> **HOW TO COMPLETE THIS TASK**
Could you copy, word for word, only the lines from the one containing "Please list the" through the last line of the records below, both included?

[Collected data]
━━━━

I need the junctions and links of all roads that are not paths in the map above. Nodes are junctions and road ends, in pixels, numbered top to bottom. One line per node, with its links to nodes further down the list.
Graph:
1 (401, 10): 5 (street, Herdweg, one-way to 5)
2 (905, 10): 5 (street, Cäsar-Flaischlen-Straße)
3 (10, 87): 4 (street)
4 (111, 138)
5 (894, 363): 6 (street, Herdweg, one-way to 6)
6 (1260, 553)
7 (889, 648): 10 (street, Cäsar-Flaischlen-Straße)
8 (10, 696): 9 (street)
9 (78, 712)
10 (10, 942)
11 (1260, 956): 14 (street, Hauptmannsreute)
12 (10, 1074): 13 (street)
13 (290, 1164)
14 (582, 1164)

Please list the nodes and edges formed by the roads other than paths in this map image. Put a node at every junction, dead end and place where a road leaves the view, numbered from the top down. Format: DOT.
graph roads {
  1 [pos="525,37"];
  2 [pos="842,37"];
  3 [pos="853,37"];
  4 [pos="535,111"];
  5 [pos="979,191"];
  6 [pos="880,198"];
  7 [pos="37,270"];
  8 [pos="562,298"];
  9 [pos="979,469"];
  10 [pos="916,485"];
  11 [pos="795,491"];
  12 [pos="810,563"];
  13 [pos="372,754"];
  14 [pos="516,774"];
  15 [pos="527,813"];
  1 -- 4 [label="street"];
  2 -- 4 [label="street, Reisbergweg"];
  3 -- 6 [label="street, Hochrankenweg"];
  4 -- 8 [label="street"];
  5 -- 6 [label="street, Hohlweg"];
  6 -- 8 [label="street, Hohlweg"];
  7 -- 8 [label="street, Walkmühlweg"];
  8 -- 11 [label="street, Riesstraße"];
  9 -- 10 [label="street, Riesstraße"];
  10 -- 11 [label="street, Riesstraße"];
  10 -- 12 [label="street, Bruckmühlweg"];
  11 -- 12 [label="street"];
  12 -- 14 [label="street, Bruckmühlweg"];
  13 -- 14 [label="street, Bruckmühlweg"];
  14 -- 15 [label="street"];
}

━━━━

> **WRITTEN ANSWER**
Please list the nodes and edges formed by the roads other than paths in this map image. Put a node at every junction, dead end and place where a road leaves the view, numbered from the top down. Format: DOT.
graph roads {
  1 [pos="525,37"];
  2 [pos="842,37"];
  3 [pos="853,37"];
  4 [pos="535,111"];
  5 [pos="979,191"];
  6 [pos="880,198"];
  7 [pos="37,270"];
  8 [pos="562,298"];
  9 [pos="979,469"];
  10 [pos="916,485"];
  11 [pos="795,491"];
  12 [pos="810,563"];
  13 [pos="372,754"];
  14 [pos="516,774"];
  15 [pos="527,813"];
  1 -- 4 [label="street"];
  2 -- 4 [label="street, Reisbergweg"];
  3 -- 6 [label="street, Hochrankenweg"];
  4 -- 8 [label="street"];
  5 -- 6 [label="street, Hohlweg"];
  6 -- 8 [label="street, Hohlweg"];
  7 -- 8 [label="street, Walkmühlweg"];
  8 -- 11 [label="street, Riesstraße"];
  9 -- 10 [label="street, Riesstraße"];
  10 -- 11 [label="street, Riesstraße"];
  10 -- 12 [label="street, Bruckmühlweg"];
  11 -- 12 [label="street"];
  12 -- 14 [label="street, Bruckmühlweg"];
  13 -- 14 [label="street, Bruckmühlweg"];
  14 -- 15 [label="street"];
}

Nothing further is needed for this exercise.